Hello again my friend,
More than happy to help! Based on those loading plots, you have a pretty nice scenario on your hands. Having all selected features on the first component being highly discriminative means you can likely develop a very simple model without sacrificing classification performance. The lower stabilities on the second and third components support this. All this goes to show that one component is likely sufficient. However, we shouldn’t jump the gun. If we look at the sample plot above, the decision boundary forms as a combination of the first two components (it is diagonal).
If these simpler models are reducing your models performance “negligibly”, then I’d definitely recommend using one of these going forward.
To succinctly answer your question, yes. I’d recommend going through multiple iterations, increasing the resolution but decreasing the range at each step. This will keep runtime managable and yield an optimum for you to use.
Hi again Max,
Thank you! It’s nice to confirm that the first component seems to be the most discriminative. I tried to build two more models by increasing the resolution and decreasing the range of the grid.
With a grid of
seq(50,70,3), once again
tune() selected 3 components, each with 65, 65, and 68 features, respectively. This model, with 198 features compared to the 250 in the first model, had the exact same performance, with 0 misclassifications on the training data, as would be expected, and the exact same performance on the testing data as the first model.
tune() again with a grid of
seq(45, 65, 3) selected 1 component with 63 features. This model performed slightly worse, with 7 misclassifications on the training data, but only 2 more misclassifications on the testing data.
At this point, I ran
perf() on the three models and I am a bit confused by the performance plot - it seems to me that on the models with 3 components, the second component slightly worsens performance, while the third one improves it? I’m not sure that I understand why this is the case.
In addition, despite the third model having a slightly worse performance, since it does still seem like the features on the first component are most powerful to discriminate the classes, I converted the prediction distances from the third model (model 6 on the figure above) that I found from running
predict(model, x_test, dist=max.dist)$predict into class probabilities by scaling the vector of prediction distances for class 1 using a sigmoid function and then computing the vector of probabilities for class 2 as 1 - class 1. I found that the class probabilities of the misclassifications on the training data are less confident (i.e., mean probability of belonging to the wrong class was 0.51) compared to the instances that were correctly classified (mean probability of belonging to the correct class was 0.81). I plan to use class probabilities to apply my model to external data, and I was also wondering if this conversion from prediction distances to class probabilities makes sense - I read the supplementary of the mixOmics manuscript to understand the prediction distances, but could not find information about using class probabilities.

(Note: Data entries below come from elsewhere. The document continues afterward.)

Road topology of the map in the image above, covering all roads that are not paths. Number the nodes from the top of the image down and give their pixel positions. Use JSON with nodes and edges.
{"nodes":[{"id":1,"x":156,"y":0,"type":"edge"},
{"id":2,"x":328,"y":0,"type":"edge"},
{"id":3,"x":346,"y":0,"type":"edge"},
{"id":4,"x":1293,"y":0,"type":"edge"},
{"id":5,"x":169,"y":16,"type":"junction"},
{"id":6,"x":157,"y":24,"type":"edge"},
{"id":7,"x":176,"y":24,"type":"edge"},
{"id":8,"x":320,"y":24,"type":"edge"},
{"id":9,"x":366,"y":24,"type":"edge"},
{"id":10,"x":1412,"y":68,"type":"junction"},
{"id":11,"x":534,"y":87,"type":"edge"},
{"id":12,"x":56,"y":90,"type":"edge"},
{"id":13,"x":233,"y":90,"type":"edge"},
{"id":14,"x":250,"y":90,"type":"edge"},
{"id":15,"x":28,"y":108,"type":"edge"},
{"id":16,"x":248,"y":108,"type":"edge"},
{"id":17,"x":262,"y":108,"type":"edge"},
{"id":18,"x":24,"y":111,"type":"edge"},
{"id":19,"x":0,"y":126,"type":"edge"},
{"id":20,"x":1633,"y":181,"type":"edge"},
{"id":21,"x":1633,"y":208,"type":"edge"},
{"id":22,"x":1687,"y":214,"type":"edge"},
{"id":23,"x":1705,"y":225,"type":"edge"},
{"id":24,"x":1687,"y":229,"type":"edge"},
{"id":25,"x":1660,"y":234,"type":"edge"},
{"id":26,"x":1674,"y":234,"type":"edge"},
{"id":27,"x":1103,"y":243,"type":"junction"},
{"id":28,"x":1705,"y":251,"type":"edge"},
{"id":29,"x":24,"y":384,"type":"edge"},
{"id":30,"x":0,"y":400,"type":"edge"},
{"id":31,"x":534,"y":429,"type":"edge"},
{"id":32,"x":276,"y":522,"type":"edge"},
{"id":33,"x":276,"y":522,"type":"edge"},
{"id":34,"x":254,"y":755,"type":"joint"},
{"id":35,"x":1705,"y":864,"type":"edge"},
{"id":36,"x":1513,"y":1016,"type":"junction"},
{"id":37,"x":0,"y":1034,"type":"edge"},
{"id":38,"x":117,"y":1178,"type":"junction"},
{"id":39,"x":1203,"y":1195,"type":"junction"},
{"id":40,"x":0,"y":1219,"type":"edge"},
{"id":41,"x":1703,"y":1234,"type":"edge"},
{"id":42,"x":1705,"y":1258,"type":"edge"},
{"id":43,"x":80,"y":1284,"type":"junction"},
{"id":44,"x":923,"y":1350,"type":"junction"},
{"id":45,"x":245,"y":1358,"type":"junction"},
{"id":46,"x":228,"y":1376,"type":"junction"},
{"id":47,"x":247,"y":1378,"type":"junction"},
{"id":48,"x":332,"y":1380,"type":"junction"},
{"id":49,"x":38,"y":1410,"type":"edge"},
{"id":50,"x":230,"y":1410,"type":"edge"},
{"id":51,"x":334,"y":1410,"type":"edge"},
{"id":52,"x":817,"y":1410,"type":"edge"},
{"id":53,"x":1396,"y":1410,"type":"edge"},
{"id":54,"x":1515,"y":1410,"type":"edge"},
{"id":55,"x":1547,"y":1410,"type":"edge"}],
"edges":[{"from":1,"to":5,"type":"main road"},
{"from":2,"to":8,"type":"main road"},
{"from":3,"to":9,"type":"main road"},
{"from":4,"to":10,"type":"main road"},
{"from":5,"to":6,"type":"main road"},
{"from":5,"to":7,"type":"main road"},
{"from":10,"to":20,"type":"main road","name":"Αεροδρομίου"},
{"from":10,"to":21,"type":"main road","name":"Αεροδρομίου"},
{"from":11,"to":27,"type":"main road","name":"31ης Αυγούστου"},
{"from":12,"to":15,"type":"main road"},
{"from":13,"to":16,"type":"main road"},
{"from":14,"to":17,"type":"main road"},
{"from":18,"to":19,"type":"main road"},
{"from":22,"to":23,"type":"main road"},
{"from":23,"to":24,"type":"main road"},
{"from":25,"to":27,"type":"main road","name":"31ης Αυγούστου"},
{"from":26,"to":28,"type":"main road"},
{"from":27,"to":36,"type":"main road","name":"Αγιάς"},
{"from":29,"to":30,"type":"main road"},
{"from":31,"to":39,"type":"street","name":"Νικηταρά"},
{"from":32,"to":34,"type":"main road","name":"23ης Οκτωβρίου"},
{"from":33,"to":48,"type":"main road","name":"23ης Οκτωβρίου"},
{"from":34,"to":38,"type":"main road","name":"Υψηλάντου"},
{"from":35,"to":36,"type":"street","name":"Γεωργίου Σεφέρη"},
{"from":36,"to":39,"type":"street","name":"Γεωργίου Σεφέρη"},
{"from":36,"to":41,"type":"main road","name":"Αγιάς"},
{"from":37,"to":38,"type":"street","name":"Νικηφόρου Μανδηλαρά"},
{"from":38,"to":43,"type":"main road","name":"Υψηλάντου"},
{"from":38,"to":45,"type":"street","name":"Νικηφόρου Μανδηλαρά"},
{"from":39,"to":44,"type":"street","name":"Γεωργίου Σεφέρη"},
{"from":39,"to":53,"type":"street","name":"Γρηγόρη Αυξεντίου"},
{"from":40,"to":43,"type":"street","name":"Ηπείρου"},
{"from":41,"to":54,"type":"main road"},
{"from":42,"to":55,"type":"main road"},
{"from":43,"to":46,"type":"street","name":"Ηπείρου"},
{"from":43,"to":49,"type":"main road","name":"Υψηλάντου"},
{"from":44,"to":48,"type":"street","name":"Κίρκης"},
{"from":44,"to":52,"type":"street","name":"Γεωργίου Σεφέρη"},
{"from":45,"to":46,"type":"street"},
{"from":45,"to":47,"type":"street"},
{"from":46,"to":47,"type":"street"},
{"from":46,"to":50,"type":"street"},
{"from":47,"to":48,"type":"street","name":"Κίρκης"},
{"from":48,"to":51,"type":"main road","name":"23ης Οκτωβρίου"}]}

With this in mind, my question is whether I should be inclined to keep 3 components despite having a more complex model given the
perf() performance plots and the performance when predicting on testing data, or whether a simpler model would be more efficient given what I found regarding the class probabilities.
Thank you so much again for your help,
Sorry - I didn’t actually do a sigmoid transformation, what I did was scale the vector of prediction distances of class 1 by doing an unity-based normalization (x-min(x)/max(x)-min(x), and then created the vector of probabilities for class 2 by subtracting 1 - class 1!